Amazon “Bend the Curve”
The ever expanding Everything Store continues to take a closer lens on the marketplace total catalog size. Amazon has launched “Bend the Curve,” a sweeping catalog cleanup aimed at purging at least 24 billion underperforming or inactive ASINs from its marketplace. The goal is to reduce total listings from ~74 billion to under 50 billion, streamlining the platform and cutting AWS storage costs. While Amazon isn’t abandoning its commitment to a wide selection, it’s moving to eliminate stale, low-selling, or inaccurate listings that clutter the site and confuse customers. Internally debated, this move represents a strategic shift from Amazon’s historic “everything store” model toward a leaner, more curated catalog.
It’s always wise to curate your brand’s catalog for performance, efficiency, and size. But with this initiative Amazon will get more aggressive. It’s best to proactively ensure your listings are active, accurate, and performing, as inactive SKUs face removal.
Despite fears of reduced selection, Amazon insists this initiative is about data hygiene and efficiency, not limiting assortment.
Tightened FBA capacity limits
In the last couple months Amazon has tightened FBA inventory capacity limits, reducing most sellers’ storage allowances from ~6 months of sales volume to about 5 months. Amazon does this during Q4, but this year it surely was a result of the tariff wars. Amazon just didn’t want sellers to stock up at FBA with pre-tariff inventory.

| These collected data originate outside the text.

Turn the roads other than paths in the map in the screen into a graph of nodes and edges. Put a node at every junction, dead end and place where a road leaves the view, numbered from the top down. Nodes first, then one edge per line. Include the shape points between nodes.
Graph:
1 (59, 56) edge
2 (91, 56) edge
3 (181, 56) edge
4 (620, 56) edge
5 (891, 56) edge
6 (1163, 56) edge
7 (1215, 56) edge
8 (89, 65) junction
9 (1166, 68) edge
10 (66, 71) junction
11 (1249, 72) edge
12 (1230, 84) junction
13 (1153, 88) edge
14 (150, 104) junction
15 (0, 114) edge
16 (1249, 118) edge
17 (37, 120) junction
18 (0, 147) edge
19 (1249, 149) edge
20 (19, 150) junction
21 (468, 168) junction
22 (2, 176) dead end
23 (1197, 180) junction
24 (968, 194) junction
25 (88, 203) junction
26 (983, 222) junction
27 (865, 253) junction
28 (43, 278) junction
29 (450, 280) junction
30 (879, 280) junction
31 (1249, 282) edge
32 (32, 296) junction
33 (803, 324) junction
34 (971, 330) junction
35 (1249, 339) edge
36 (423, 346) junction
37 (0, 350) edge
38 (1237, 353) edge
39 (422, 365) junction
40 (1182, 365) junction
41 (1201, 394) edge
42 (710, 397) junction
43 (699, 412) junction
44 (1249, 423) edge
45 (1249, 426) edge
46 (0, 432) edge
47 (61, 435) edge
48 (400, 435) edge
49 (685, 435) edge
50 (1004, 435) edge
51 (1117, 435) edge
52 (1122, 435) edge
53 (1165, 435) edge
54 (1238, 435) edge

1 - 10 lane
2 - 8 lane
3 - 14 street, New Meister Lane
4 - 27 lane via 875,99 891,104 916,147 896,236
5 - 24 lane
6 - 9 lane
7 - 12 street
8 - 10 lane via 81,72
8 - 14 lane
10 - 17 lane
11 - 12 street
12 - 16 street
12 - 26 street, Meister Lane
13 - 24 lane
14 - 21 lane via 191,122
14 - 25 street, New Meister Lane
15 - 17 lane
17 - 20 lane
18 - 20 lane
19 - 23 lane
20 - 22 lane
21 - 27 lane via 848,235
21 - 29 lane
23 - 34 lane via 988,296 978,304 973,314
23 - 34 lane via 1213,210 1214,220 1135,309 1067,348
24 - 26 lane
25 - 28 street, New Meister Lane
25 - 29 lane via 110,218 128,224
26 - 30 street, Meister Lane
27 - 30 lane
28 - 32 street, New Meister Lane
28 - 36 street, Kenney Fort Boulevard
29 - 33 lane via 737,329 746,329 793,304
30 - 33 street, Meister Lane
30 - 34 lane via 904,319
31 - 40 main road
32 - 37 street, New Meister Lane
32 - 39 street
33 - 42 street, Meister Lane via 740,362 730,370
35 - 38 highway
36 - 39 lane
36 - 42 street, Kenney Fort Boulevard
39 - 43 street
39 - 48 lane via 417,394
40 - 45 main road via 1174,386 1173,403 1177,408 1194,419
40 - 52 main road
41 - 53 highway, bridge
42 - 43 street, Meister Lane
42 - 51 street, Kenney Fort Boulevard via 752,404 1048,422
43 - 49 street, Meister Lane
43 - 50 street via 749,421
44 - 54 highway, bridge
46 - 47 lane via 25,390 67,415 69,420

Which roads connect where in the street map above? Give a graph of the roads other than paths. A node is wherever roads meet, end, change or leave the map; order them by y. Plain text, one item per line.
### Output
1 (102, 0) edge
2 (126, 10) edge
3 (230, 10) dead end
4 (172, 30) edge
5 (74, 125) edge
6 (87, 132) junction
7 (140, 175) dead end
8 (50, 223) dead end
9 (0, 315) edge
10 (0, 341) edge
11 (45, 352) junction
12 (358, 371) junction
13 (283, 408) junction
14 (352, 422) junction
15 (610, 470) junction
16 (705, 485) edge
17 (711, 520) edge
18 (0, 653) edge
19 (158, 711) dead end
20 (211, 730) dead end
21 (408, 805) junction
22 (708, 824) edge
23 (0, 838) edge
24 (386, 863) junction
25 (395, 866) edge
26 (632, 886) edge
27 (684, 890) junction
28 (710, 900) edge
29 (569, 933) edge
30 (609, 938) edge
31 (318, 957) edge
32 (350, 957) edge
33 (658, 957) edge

The new rules tie capacity to performance metrics – including Inventory Performance Index (IPI) scores, sell-through rates, and catalog efficiency. This means that slow-moving stock can block space for faster-selling items, forcing brands to optimize their inventory mix. FOr some clients I have seen capacity cut by as much as 50%, in spite of growing sales velocity. To adapt, CPG brands should focus on improving IPI scores (keep them >500), culling aging stock, and possibly using Amazon Warehousing & Distribution (AWD) as an overflow buffer. With Prime Day and back-to-school season ahead, ensuring space for best-sellers is now critical.
Amazon marketplace ecosystem and 2025 strategic shift
3P sellers make up 60% of all unts sold on Amazon. In Q1 2025, Amazon’s third-party seller services revenue rose 6% year-over-year to $36.5 billion, reflecting the enduring importance of 3P sellers despite a slowdown from last year’s double-digit growth.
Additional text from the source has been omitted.